REP. CANTOR: Well, the…

MR. GREGORY: It’s not more folks being covered.

REP. CANTOR: Well, the–if you recall last session, we Republicans were given one shot; we didn’t have any open debate for both sides at all on the healthcare bill the way it was jammed through. The Boehner plan is just a starting point. You know, what we said when we went and voted to repeal Obamacare last week in Congress, what we said is we want our committees to begin a process of deliberations from both sides, open, honest debates, so the people can understand everything that’s being discussed. And we’re going to focus on patient-controlled health care. We’re going to focus on, first and foremost, bringing down costs and adding to people’s choices and flexibility.

MR. GREGORY: But, Leader, you’re talking about bringing down costs. If you were serious about this, why not negotiate with Democrats in areas where you could deliver Republican votes? There are currently efficiencies in the Obama healthcare bill that deal with penalties for hospitals if there are recurrent infections. There are efficiencies that do address cost, and they certainly address getting more people covered than any Republican plan you’re suggesting.

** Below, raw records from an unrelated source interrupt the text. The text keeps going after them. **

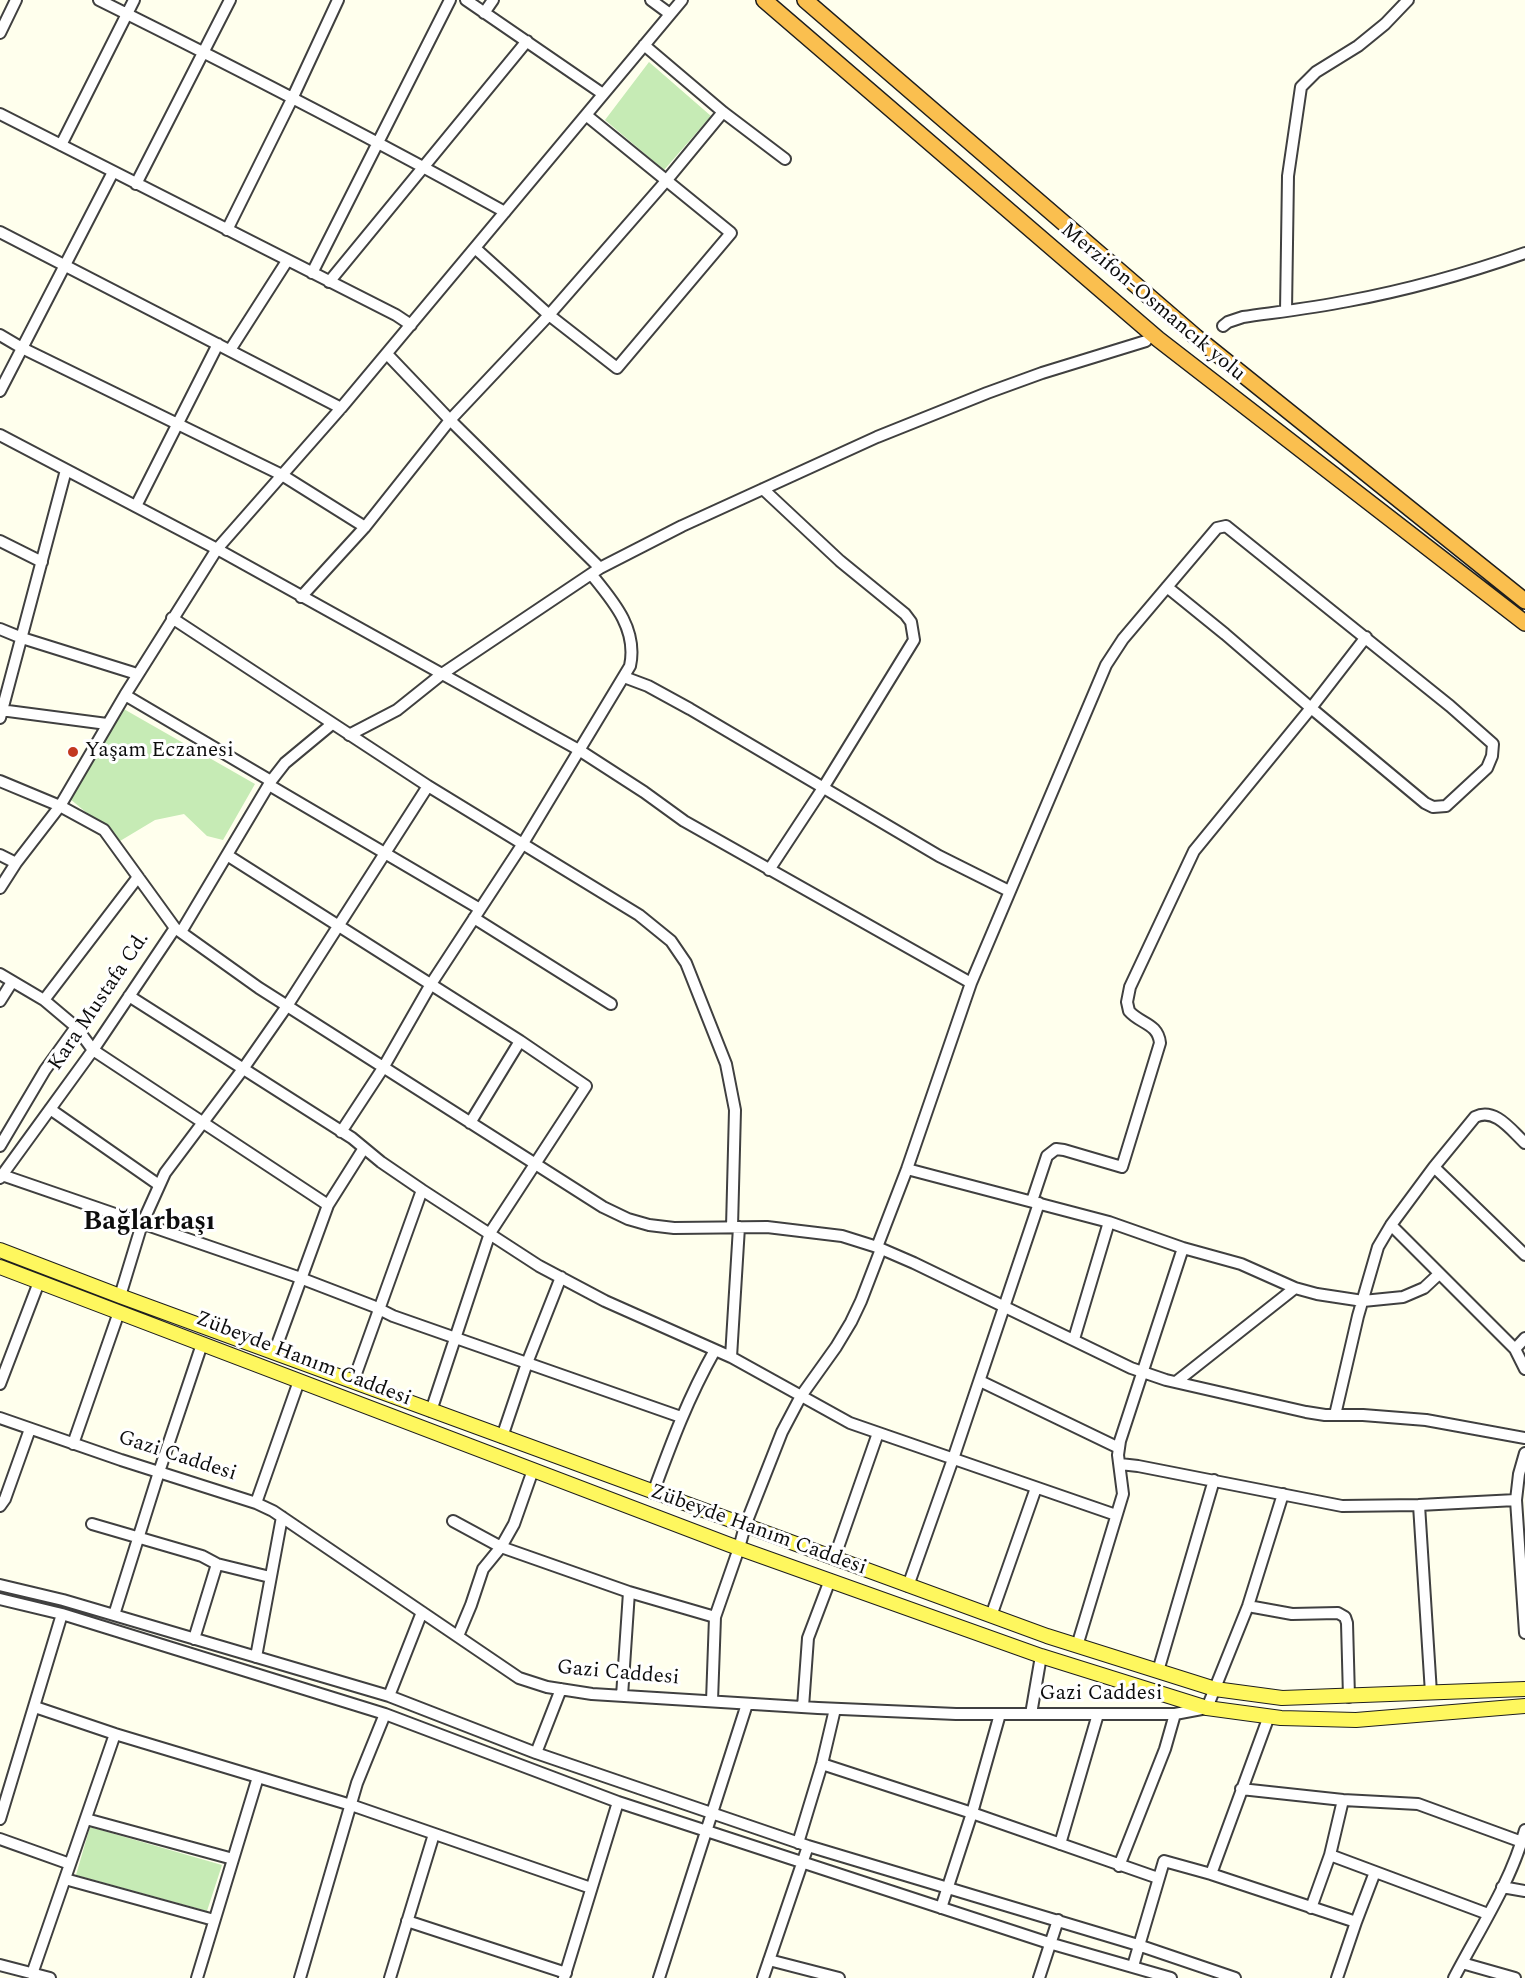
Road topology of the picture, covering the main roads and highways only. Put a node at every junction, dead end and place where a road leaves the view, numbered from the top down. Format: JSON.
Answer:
{"nodes":[{"id":1,"x":764,"y":0,"type":"edge"},
{"id":2,"x":805,"y":0,"type":"edge"},
{"id":3,"x":1525,"y":601,"type":"edge"},
{"id":4,"x":1525,"y":623,"type":"edge"},
{"id":5,"x":0,"y":1250,"type":"edge"},
{"id":6,"x":0,"y":1267,"type":"edge"},
{"id":7,"x":1525,"y":1689,"type":"edge"},
{"id":8,"x":1525,"y":1706,"type":"edge"}],
"edges":[{"from":1,"to":4,"type":"highway","name":"Merzifon-Osmancık yolu"},
{"from":2,"to":3,"type":"highway","name":"Merzifon-Osmancık yolu"},
{"from":5,"to":7,"type":"main road"},
{"from":6,"to":8,"type":"main road","name":"Zübeyde Hanım Caddesi"}]}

REP. CANTOR: David, the problem is if we’re all really desirous of trying to deal with people who are in need and want to improve the healthcare future for this country, you, you can’t start with a Washington-controlled system. That’s the structure of Obamacare. It’s broad, sweeping federal mandates imposing the kind of health care that people should have instead of allowing people to choose for themselves and allow for the flexibility and choice. That’s why we’re going to have an open process, invite the other side in to have debates. We have committed, in the Pledge to America, that we are going to finally see the institution work. Speaker Boehner’s always said that, that we’re going to actually have committees do their work, we’re going to have work on the floor. We’re not going to see an instance where you’re going to jam through a healthcare bill the way that Speaker Pelosi did.

MR. GREGORY: Right. Although isn’t that what you just did on the repeal?

REP. CANTOR: We, we–no. We pledged…

MR. GREGORY: How is that different than what you say the Democrats did?

REP. CANTOR: Because it was, it was a page and a half bill, David. It was a page…

MR. GREGORY: Yeah. Seven hours of debates. So there wasn’t, wasn’t a lot of room for a lot of negotiation.

…and if you think this is bad you ought to hear Mr. Cantor on Social Security.